SLE is a much more common disorder than prolidase deficiency, with a prevalence in the United Kingdom and the USA of about 30 in 100 000 people, although the true figure may be higher.14 It is less prevalent in children than in adults, and patients with onset in childhood more often have a malar rash and nephropathy as presenting features.15 Delay in diagnosis in this group is common, with a reported mean delay of five years.15 There is some overlap of clinical features between SLE and prolidase deficiency, which is perhaps not surprising since both are multisystem disorders in which vasculopathy appears to be a significant factor in the pathogenesis. Both conditions are associated with immunological dysfunction. Production of autoantibodies to cellular macromolecules is the central immunological disturbance in SLE. Such autoantibodies may be pathogenic, causing tissue injury by an immune complex mediated inflammatory response or by autoantibody mediated cellular dysfunction. The autoimmune response is believed to result from the interactions of genetic and environmental factors.16 The underlying disturbance in the immune system in prolidase deficiency is not known. Raised immunoglobulins are probably secondary to recurrent infections, and it is not clear whether the reduced neutrophil chemotaxis found in our patients was a primary or a secondary phenomenon.

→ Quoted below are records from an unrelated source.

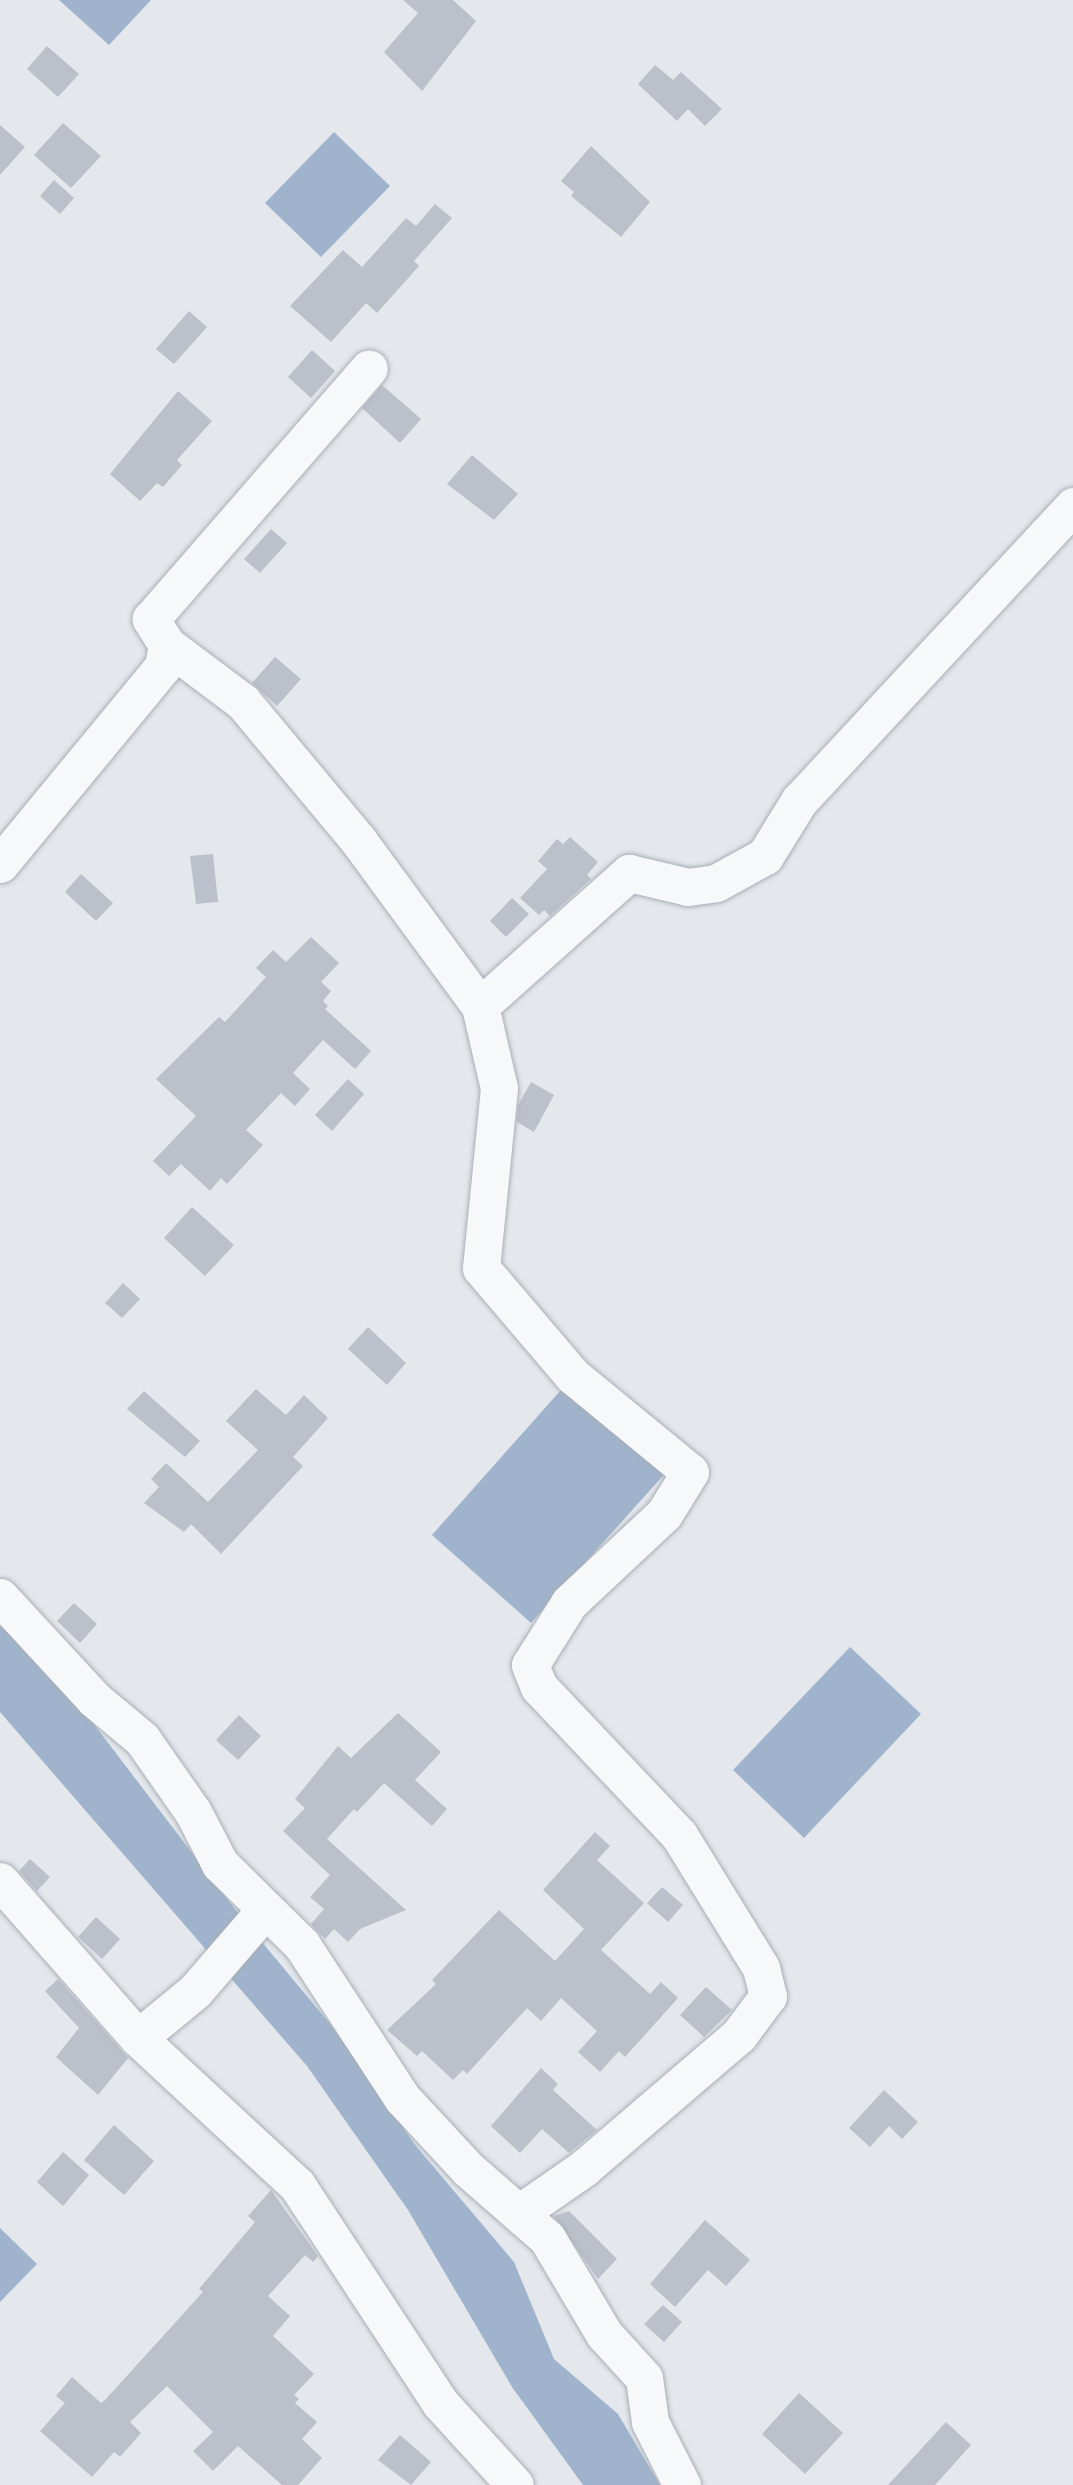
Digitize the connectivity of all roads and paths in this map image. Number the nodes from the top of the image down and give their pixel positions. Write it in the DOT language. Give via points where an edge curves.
graph roads {
  1 [pos="369,368"];
  2 [pos="1073,506"];
  3 [pos="167,645"];
  4 [pos="0,864"];
  5 [pos="480,1006"];
  6 [pos="0,1597"];
  7 [pos="0,1881"];
  8 [pos="261,1914"];
  9 [pos="138,2038"];
  10 [pos="519,2213"];
  11 [pos="515,2485"];
  12 [pos="682,2485"];
  1 -- 3 [label="street" via="151,619"];
  2 -- 5 [label="street" via="799,801 765,856 716,883 688,887 629,873"];
  3 -- 4 [label="street" via="163,666 147,687"];
  3 -- 5 [label="street" via="243,702 358,840"];
  5 -- 10 [label="street" via="499,1088 481,1269 573,1376 690,1472 664,1514 569,1603 530,1665 539,1687 679,1835 761,1968 768,1996 739,2035 584,2168"];
  6 -- 8 [label="street" via="94,1699 142,1739 193,1812 220,1864"];
  7 -- 9 [label="street"];
  8 -- 9 [label="street" via="195,1991"];
  8 -- 10 [label="street" via="302,1945 402,2098 469,2170"];
  9 -- 11 [label="street" via="297,2185 440,2403"];
  10 -- 12 [label="street" via="547,2238 604,2334 644,2378 650,2422"];
}
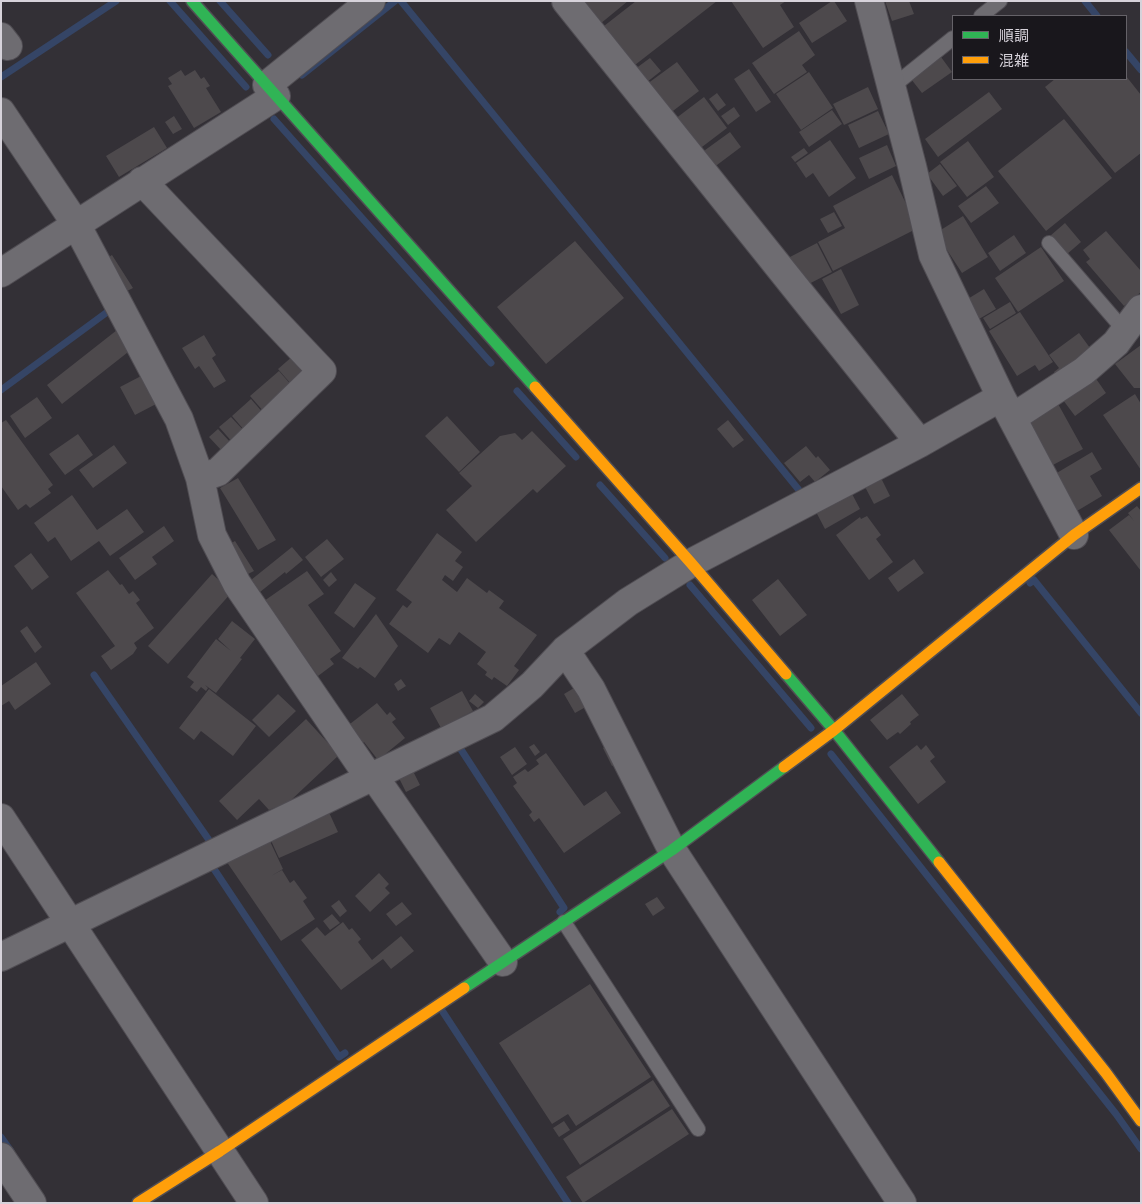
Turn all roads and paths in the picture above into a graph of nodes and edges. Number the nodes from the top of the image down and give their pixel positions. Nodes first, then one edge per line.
1 (192, 1) edge
2 (371, 1) edge
3 (566, 1) edge
4 (869, 1) edge
5 (1000, 1) edge
6 (982, 15) edge
7 (952, 39) edge
8 (892, 87) junction
9 (272, 90) junction
10 (1, 112) edge
11 (142, 181) junction
12 (76, 224) junction
13 (1049, 243) dead end
14 (1, 273) edge
15 (1141, 308) edge
16 (1124, 330) junction
17 (1007, 408) junction
18 (920, 443) junction
19 (200, 478) junction
20 (1141, 488) edge
21 (1074, 535) junction
22 (692, 563) junction
23 (565, 650) junction
24 (834, 730) junction
25 (371, 776) junction
26 (1, 818) edge
27 (672, 850) junction
28 (564, 922) junction
29 (70, 923) junction
30 (1, 957) edge
31 (503, 962) junction
32 (1141, 1122) edge
33 (698, 1129) dead end
34 (220, 1151) junction
35 (1, 1157) edge
36 (32, 1203) edge
37 (138, 1203) edge
38 (254, 1203) edge
39 (902, 1203) edge

1 - 9 street
2 - 9 street
3 - 18 street
4 - 8 street
5 - 6 lane
7 - 8 lane
8 - 17 street
9 - 11 street
9 - 22 street
10 - 12 street
11 - 12 street
11 - 19 street
12 - 14 street
12 - 19 street
13 - 16 lane
15 - 16 street
16 - 17 street
17 - 18 street
17 - 21 street
18 - 22 street
19 - 25 street
20 - 21 street
21 - 24 street
22 - 23 street
22 - 24 street
23 - 25 street
23 - 27 street
24 - 27 street
24 - 32 street
25 - 29 street
25 - 31 street
26 - 29 street
27 - 28 street
27 - 39 street
28 - 31 street
28 - 33 lane
29 - 30 street
29 - 34 street
31 - 34 street
34 - 37 street
34 - 38 street
35 - 36 street

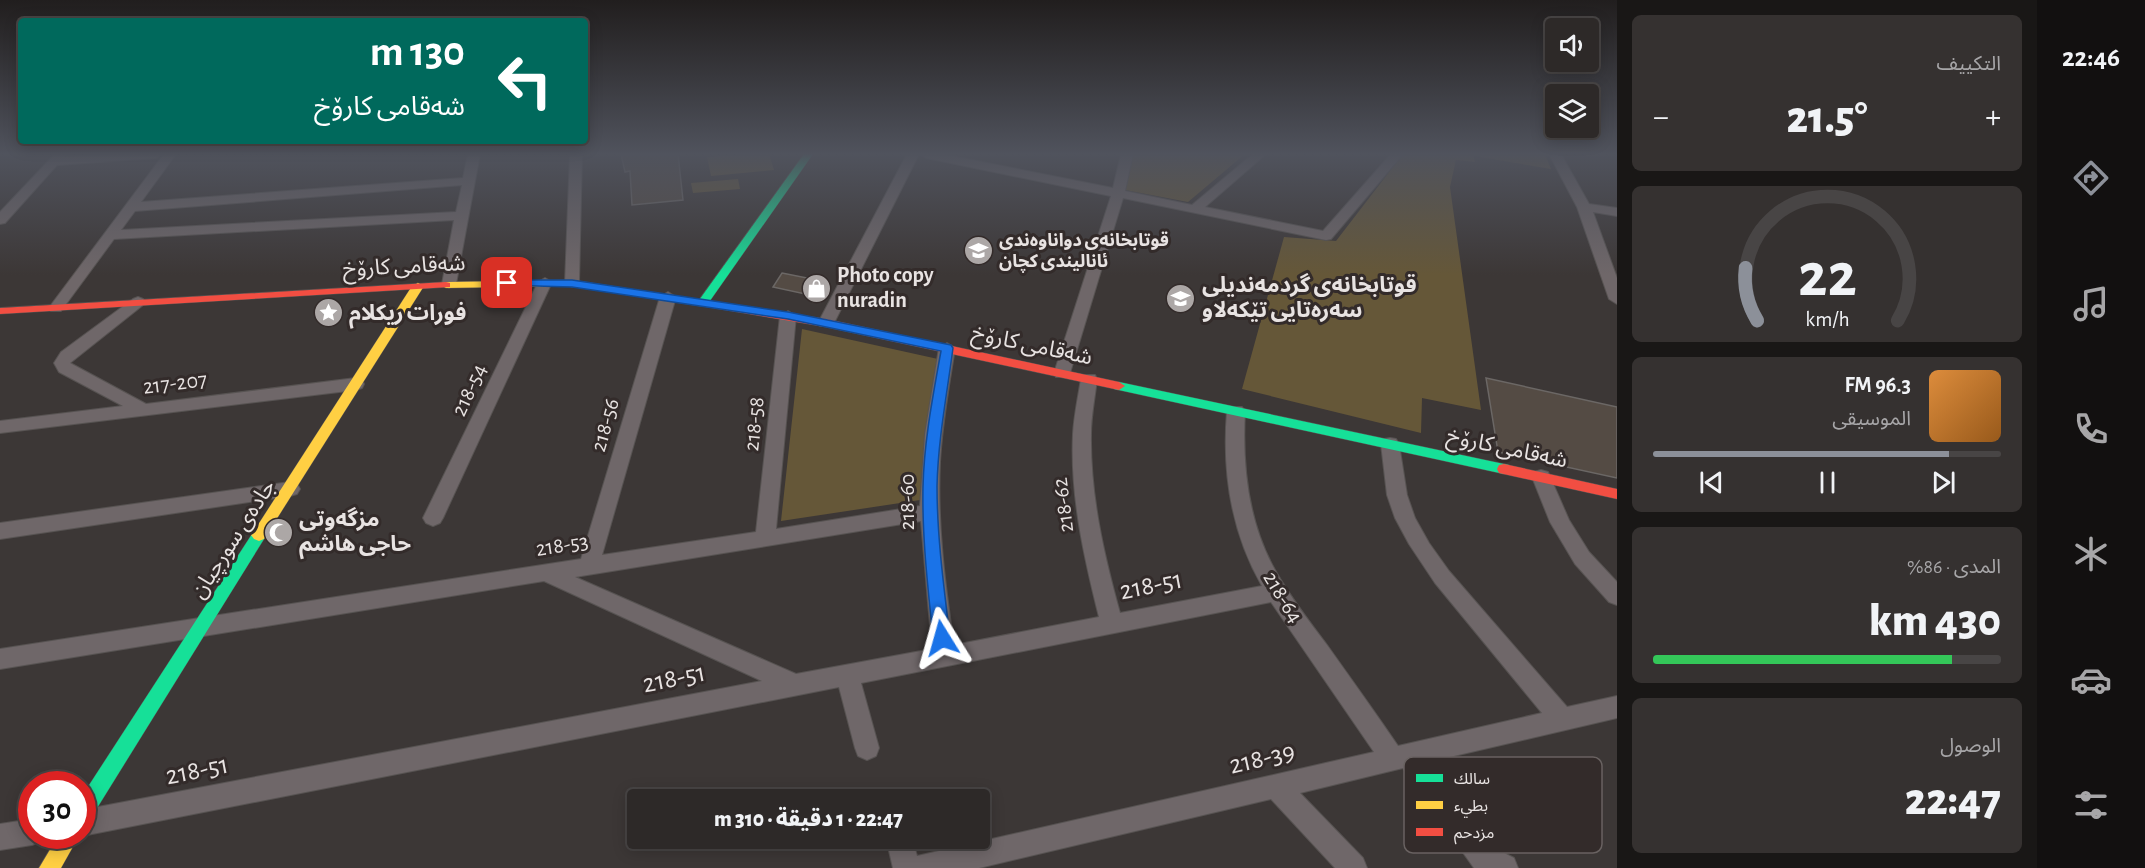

In lupus-prone mice, genetic factors exert important influences on the predisposition to SLE. Major histocompatibility complex, immunoglobulin, and T cell receptor genes appear to be involved in influencing disease susceptibility. The role of genetic factors is less clear in humans. Concordance for SLE in monozygotic twins identified through a twin registry was only 30%, compared with 5% in dizygotic twins.16 While genetic influences are clearly important, the lack of 100% concordance in monozygotic twins implies that non-germline factors, such as environmental influences, are important for the development of the disease on any particular genetic background. Although an association with certain HLA groups is well recognised, a candidate ‘autoimmunity gene’ has not yet been identified. The association of prolidase deficiency with SLE suggests that the prolidase deficiency gene on chromosome 19 may influence the autoimmunity gene, or genes, of SLE.

In conclusion, there appears to be an association between prolidase deficiency and SLE. This finding may be important in furthering our understanding of the aetiology of SLE. Furthermore, since iminopeptiduria is not identified using standard laboratory investigations, it is possible that some patients with SLE—particularly where there is a family history or onset in childhood—also have prolidase deficiency. We suggest that all such patients have urine amino acid analysis and that patients with prolidase deficiency are investigated for SLE.